We developed ISoLDE (Integrative Statistics of alleLe Dependent Expression), a novel non-parametric statistical method that directly infers allelic imbalance from RNA-seq data. ISoLDE learns the distribution of a specifically designed test statistic from the data and calls genes allelically imbalanced, bi-allelically expressed or undetermined. ISoLDE is available as a Bioconductor package.
We also developped TopoFun, a novel machine learning method to identify functional modules in gene co-expression networks and complement Gene Ontology annotations.
A comprehensive, accurate functional annotation of genes is key to systems-level approaches. Forward and reverse genetics produced a substantial amount of data on gene functions; yet, a large fraction of genes are still poorly annotated, even in model organisms. One possible approach to complement existing annotations is to analyze gene co-expression as functionally related genes tend to be co-expressed.

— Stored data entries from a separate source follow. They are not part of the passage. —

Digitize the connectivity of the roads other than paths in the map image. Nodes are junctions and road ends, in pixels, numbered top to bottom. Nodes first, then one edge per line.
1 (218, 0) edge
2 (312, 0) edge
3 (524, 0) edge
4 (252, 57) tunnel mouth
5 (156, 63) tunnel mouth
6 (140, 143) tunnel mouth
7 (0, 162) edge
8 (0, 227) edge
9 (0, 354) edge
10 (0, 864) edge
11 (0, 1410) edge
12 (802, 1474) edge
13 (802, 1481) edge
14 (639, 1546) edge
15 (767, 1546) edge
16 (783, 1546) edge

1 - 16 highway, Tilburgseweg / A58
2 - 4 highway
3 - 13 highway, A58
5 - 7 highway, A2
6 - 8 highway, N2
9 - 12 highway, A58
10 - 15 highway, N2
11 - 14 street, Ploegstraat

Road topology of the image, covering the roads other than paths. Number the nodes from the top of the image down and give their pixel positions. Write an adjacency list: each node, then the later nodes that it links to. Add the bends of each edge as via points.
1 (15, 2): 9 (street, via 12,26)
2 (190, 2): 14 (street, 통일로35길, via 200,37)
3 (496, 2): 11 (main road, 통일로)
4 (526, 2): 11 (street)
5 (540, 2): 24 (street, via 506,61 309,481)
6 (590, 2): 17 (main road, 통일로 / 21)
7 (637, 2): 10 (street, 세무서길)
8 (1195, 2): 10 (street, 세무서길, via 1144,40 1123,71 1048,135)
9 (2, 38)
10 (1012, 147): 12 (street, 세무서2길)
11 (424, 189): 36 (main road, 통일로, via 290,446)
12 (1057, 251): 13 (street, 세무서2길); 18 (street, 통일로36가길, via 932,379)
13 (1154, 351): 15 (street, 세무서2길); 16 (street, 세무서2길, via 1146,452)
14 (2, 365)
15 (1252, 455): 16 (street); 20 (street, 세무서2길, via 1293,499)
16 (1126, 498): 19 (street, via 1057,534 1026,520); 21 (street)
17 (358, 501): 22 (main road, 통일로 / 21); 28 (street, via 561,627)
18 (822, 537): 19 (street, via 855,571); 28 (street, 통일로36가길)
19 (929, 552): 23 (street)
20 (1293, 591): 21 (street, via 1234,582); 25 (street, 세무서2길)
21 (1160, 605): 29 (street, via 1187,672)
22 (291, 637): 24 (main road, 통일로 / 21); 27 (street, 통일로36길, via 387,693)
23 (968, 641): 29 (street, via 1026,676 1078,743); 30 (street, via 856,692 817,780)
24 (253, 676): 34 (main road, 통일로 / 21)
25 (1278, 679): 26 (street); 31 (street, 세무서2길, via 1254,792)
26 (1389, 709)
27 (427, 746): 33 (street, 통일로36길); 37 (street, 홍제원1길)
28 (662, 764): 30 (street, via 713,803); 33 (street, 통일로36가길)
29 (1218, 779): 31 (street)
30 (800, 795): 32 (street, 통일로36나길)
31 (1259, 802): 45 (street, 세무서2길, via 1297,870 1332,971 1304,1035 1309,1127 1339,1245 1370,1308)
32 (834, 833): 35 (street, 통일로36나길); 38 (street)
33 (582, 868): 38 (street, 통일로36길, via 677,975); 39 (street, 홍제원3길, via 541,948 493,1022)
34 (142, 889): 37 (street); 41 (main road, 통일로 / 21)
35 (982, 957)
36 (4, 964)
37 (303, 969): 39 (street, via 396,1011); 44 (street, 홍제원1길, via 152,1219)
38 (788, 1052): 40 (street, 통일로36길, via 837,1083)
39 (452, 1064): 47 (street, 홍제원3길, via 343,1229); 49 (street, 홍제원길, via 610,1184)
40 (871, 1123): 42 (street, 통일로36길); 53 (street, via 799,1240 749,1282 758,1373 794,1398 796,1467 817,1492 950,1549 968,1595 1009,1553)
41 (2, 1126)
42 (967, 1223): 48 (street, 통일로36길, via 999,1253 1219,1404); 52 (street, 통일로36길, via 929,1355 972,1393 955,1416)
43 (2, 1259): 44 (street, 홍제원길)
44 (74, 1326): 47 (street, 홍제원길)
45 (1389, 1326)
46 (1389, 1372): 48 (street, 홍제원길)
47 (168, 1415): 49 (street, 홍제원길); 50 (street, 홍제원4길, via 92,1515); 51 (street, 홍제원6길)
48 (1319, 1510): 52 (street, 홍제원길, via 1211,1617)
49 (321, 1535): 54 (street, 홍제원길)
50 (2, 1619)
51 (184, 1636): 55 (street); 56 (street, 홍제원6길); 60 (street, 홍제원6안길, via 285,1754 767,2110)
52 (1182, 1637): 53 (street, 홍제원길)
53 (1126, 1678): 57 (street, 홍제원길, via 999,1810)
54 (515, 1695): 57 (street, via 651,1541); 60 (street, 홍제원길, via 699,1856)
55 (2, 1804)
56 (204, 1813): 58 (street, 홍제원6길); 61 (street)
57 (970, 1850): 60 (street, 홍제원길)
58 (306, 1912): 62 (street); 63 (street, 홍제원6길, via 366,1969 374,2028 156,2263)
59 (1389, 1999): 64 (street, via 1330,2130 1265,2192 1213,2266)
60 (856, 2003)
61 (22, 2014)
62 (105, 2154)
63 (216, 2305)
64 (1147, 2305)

Gene co-expression data are represented as high-dimensional graphs in which nodes denote genes and edges denote co-expression. TopoFun is a machine learning method that combines topological and functional information on co-expression modules. We first selected topological descriptors of gene co-expression modules that discriminate modules made of functionally related genes and modules made of randomly selected genes. Using the selected topological descriptors, we constructed a database of functional and random modules and performed Linear Discriminant Analysis to predict the type of a module. Starting from a given Gene Ontology Biological Process (GO-BP), we used a genetic algorithm to find genes whose co-expression with the largest clique of the GO-BP suggests that they may be functionally related.